● TASK REQUIREMENTS
A single figure is the whole answer: the number of lines in the records that contain "edges".

● THE DATA
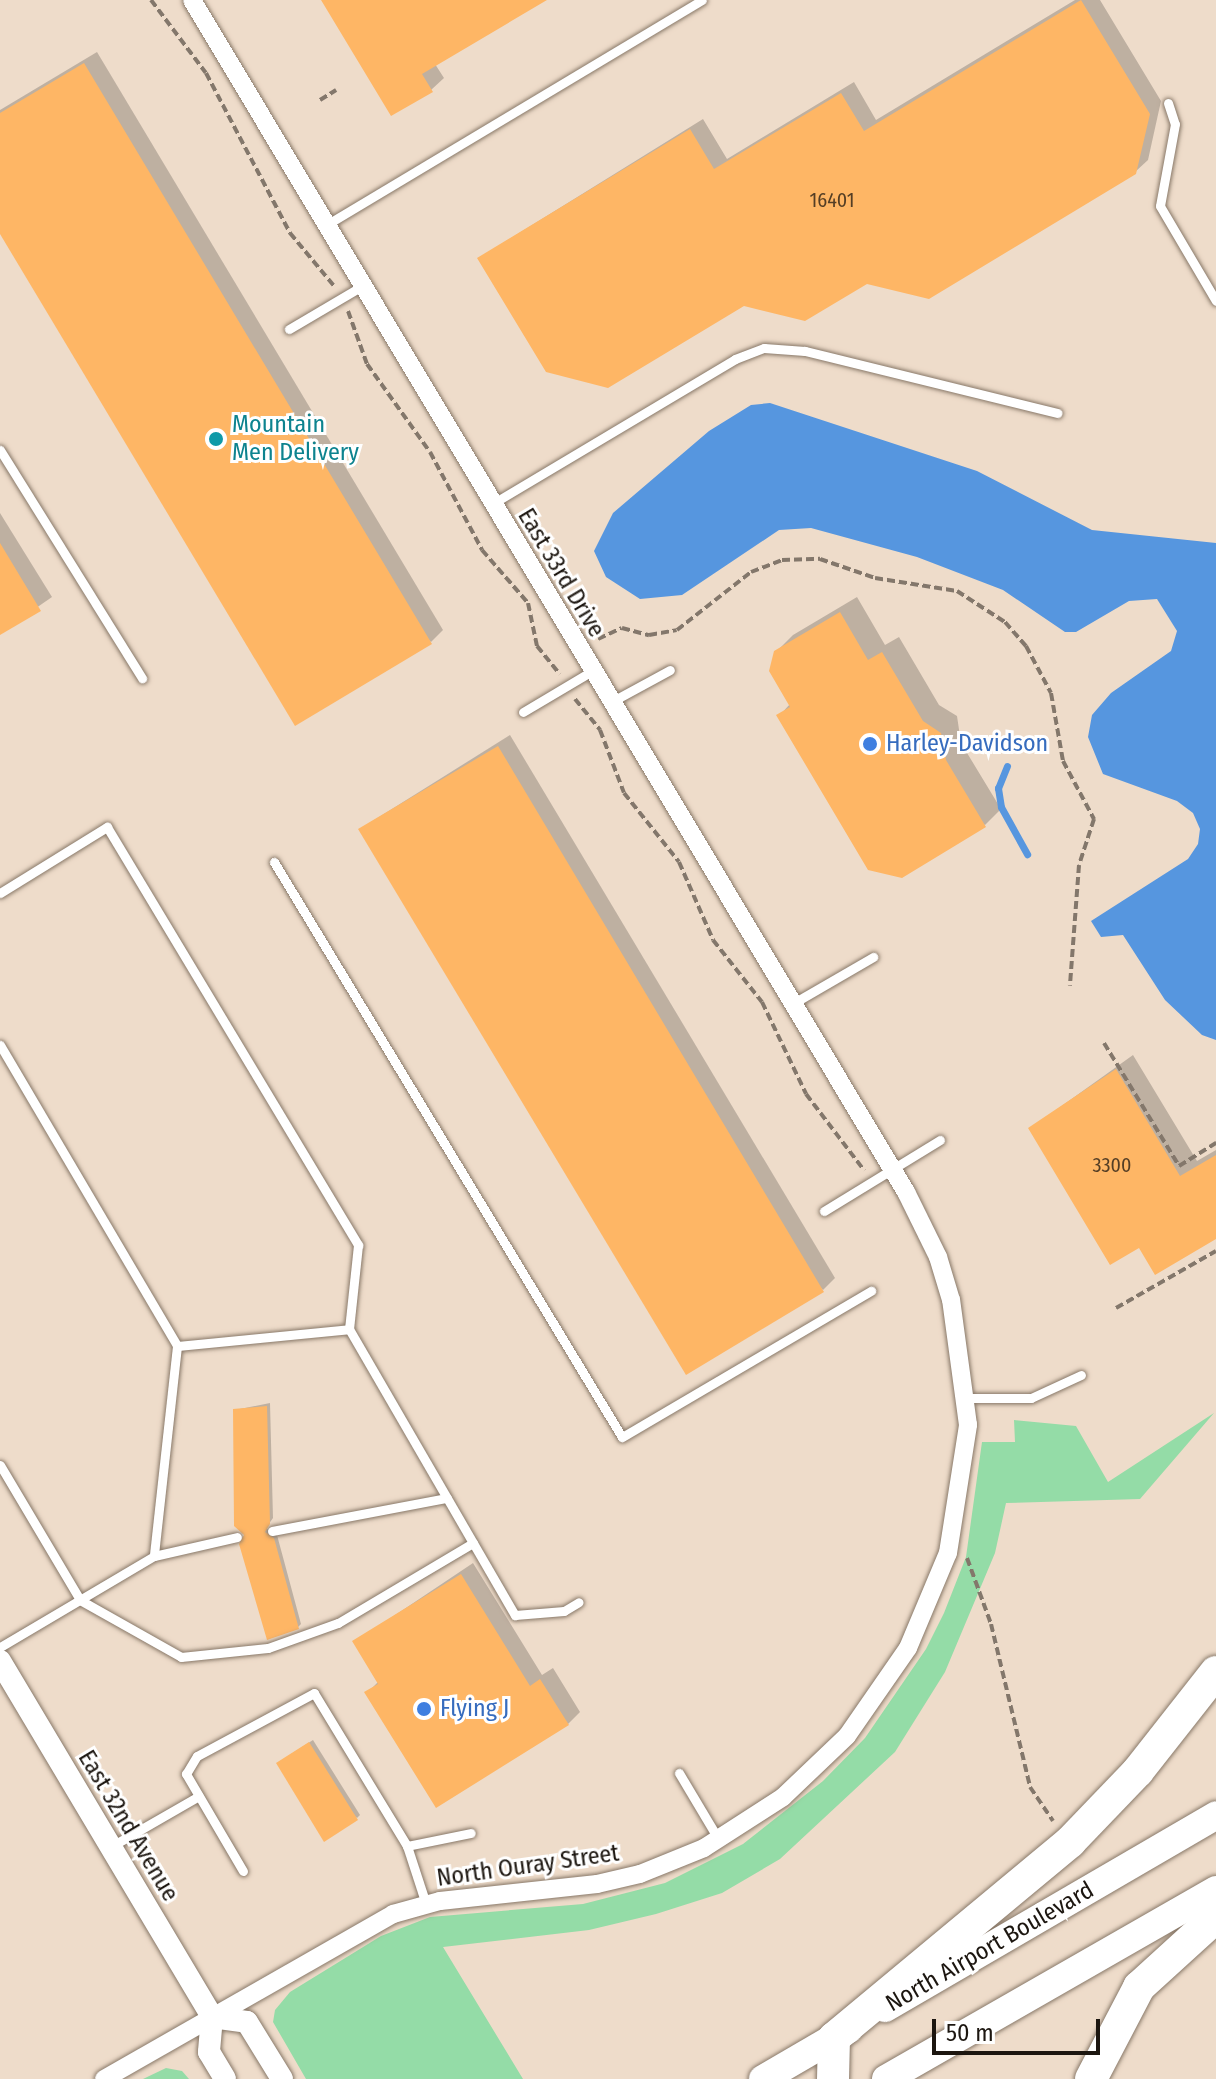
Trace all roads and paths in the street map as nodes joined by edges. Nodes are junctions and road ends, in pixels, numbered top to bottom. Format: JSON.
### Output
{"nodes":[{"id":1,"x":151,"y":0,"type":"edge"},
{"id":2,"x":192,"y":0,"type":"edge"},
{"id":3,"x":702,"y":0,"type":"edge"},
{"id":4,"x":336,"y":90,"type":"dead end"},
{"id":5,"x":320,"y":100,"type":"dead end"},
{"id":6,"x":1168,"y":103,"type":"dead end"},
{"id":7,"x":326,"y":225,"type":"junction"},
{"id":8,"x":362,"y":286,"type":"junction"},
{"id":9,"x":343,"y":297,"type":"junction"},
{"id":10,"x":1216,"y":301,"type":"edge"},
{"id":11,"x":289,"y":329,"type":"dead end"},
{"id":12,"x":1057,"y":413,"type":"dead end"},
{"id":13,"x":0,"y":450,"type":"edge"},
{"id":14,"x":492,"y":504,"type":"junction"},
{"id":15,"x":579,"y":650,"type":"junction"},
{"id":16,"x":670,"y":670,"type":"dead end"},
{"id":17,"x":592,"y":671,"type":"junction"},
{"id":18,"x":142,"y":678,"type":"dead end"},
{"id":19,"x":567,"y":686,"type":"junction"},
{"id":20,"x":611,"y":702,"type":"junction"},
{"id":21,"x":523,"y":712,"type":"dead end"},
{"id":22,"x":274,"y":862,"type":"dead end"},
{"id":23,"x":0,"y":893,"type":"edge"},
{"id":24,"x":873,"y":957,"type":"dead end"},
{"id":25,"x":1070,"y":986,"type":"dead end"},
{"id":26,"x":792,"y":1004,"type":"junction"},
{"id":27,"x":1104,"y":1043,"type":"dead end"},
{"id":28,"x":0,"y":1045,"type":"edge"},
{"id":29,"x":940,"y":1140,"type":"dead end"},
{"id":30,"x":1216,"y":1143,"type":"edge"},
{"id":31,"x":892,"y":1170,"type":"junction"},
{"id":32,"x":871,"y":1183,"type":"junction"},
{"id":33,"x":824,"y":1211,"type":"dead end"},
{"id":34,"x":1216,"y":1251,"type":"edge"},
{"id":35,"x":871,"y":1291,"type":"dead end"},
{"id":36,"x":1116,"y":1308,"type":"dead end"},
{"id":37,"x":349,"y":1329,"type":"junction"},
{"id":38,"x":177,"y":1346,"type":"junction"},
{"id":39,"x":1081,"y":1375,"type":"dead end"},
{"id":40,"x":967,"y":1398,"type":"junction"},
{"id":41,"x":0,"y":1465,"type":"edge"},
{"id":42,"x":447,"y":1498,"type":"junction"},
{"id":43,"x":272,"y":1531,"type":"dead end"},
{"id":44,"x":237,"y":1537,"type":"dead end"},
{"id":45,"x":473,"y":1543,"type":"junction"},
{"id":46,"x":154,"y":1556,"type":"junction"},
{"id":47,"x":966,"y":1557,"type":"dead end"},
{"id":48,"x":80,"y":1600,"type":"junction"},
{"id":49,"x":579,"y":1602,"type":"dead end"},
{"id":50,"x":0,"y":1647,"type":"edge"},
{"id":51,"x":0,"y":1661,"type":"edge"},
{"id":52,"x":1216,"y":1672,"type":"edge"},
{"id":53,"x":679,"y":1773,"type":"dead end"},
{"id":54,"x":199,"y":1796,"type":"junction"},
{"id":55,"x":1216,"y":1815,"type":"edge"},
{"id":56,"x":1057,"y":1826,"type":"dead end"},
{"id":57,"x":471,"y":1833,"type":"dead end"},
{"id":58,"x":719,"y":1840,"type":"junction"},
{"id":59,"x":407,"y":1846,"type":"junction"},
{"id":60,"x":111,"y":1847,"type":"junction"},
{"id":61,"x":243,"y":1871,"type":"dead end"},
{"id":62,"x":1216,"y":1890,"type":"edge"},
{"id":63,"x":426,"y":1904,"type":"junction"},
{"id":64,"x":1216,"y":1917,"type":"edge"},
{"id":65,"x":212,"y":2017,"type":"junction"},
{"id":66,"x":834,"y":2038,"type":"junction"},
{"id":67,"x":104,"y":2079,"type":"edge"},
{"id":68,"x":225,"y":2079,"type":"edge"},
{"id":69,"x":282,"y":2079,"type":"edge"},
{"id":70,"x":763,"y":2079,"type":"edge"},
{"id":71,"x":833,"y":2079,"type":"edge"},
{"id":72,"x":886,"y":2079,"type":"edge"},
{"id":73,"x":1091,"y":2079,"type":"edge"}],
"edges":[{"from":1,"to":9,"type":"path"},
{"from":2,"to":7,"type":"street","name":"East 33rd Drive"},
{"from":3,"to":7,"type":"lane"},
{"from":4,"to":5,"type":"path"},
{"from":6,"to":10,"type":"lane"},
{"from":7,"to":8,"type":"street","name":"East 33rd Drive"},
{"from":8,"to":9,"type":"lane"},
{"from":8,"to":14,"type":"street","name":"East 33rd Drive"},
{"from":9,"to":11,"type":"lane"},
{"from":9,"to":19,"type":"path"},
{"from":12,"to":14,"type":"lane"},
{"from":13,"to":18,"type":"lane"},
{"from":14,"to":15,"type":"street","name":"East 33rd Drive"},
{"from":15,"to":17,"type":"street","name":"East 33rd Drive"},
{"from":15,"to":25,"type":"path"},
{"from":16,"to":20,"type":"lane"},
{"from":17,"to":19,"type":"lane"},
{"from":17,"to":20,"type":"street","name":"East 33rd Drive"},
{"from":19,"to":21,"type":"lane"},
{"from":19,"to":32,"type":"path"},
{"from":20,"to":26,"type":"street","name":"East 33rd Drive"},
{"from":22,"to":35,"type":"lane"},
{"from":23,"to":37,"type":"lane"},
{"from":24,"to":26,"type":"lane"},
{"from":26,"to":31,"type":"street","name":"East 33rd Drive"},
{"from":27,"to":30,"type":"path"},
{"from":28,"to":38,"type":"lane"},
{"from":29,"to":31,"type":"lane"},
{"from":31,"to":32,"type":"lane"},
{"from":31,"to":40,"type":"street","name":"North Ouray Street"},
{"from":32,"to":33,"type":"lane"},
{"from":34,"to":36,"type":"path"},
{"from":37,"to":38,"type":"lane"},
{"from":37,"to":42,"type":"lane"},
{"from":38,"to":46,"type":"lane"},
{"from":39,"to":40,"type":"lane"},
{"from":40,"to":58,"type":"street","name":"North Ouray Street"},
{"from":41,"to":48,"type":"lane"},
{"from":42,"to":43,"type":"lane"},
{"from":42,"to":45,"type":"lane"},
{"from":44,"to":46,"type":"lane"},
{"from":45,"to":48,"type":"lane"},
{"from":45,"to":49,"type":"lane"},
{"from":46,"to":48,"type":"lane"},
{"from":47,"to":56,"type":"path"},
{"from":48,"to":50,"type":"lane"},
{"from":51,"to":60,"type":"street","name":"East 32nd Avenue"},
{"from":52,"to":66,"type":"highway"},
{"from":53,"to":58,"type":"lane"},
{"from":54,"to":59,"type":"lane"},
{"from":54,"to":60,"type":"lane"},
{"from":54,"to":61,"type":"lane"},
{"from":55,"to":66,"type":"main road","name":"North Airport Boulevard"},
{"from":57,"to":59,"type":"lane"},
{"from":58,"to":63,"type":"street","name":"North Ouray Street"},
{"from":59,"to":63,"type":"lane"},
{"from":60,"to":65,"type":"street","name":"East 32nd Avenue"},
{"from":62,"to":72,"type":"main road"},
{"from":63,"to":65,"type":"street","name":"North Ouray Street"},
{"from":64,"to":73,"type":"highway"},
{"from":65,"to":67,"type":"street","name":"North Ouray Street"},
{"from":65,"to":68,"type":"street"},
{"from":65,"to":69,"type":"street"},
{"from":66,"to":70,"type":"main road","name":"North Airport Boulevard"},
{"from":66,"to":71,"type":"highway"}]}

● REPLY
2